-- Work required --
Produce the records again in full, exactly as shown below.

Saved entries

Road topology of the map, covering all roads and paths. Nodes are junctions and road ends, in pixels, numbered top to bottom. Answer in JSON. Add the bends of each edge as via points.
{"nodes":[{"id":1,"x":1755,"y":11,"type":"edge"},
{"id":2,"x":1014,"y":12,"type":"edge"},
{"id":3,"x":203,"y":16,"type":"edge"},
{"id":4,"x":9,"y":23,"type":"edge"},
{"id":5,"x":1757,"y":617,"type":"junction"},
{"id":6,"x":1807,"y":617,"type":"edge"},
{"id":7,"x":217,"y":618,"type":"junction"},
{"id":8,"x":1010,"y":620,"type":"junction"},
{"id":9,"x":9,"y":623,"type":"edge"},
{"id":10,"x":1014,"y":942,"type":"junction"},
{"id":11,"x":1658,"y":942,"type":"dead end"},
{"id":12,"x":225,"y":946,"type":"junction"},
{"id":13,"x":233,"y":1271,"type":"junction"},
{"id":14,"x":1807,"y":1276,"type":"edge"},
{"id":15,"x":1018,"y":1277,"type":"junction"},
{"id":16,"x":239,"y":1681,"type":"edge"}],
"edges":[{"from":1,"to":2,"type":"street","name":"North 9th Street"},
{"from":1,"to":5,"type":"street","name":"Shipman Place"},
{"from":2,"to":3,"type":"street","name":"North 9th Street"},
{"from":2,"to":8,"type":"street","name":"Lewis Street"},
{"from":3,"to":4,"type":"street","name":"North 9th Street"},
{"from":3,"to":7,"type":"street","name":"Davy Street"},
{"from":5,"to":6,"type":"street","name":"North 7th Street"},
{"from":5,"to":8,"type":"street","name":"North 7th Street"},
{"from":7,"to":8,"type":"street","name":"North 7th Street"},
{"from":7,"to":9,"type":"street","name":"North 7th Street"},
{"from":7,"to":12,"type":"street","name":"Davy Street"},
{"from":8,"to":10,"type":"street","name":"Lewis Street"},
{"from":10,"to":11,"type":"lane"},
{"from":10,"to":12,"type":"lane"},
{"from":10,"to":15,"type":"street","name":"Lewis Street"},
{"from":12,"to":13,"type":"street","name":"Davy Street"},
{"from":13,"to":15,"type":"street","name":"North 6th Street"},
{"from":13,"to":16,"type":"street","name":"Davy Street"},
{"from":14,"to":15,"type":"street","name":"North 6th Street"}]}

-- Written solution --
Road topology of the map, covering all roads and paths. Nodes are junctions and road ends, in pixels, numbered top to bottom. Answer in JSON. Add the bends of each edge as via points.
{"nodes":[{"id":1,"x":1755,"y":11,"type":"edge"},
{"id":2,"x":1014,"y":12,"type":"edge"},
{"id":3,"x":203,"y":16,"type":"edge"},
{"id":4,"x":9,"y":23,"type":"edge"},
{"id":5,"x":1757,"y":617,"type":"junction"},
{"id":6,"x":1807,"y":617,"type":"edge"},
{"id":7,"x":217,"y":618,"type":"junction"},
{"id":8,"x":1010,"y":620,"type":"junction"},
{"id":9,"x":9,"y":623,"type":"edge"},
{"id":10,"x":1014,"y":942,"type":"junction"},
{"id":11,"x":1658,"y":942,"type":"dead end"},
{"id":12,"x":225,"y":946,"type":"junction"},
{"id":13,"x":233,"y":1271,"type":"junction"},
{"id":14,"x":1807,"y":1276,"type":"edge"},
{"id":15,"x":1018,"y":1277,"type":"junction"},
{"id":16,"x":239,"y":1681,"type":"edge"}],
"edges":[{"from":1,"to":2,"type":"street","name":"North 9th Street"},
{"from":1,"to":5,"type":"street","name":"Shipman Place"},
{"from":2,"to":3,"type":"street","name":"North 9th Street"},
{"from":2,"to":8,"type":"street","name":"Lewis Street"},
{"from":3,"to":4,"type":"street","name":"North 9th Street"},
{"from":3,"to":7,"type":"street","name":"Davy Street"},
{"from":5,"to":6,"type":"street","name":"North 7th Street"},
{"from":5,"to":8,"type":"street","name":"North 7th Street"},
{"from":7,"to":8,"type":"street","name":"North 7th Street"},
{"from":7,"to":9,"type":"street","name":"North 7th Street"},
{"from":7,"to":12,"type":"street","name":"Davy Street"},
{"from":8,"to":10,"type":"street","name":"Lewis Street"},
{"from":10,"to":11,"type":"lane"},
{"from":10,"to":12,"type":"lane"},
{"from":10,"to":15,"type":"street","name":"Lewis Street"},
{"from":12,"to":13,"type":"street","name":"Davy Street"},
{"from":13,"to":15,"type":"street","name":"North 6th Street"},
{"from":13,"to":16,"type":"street","name":"Davy Street"},
{"from":14,"to":15,"type":"street","name":"North 6th Street"}]}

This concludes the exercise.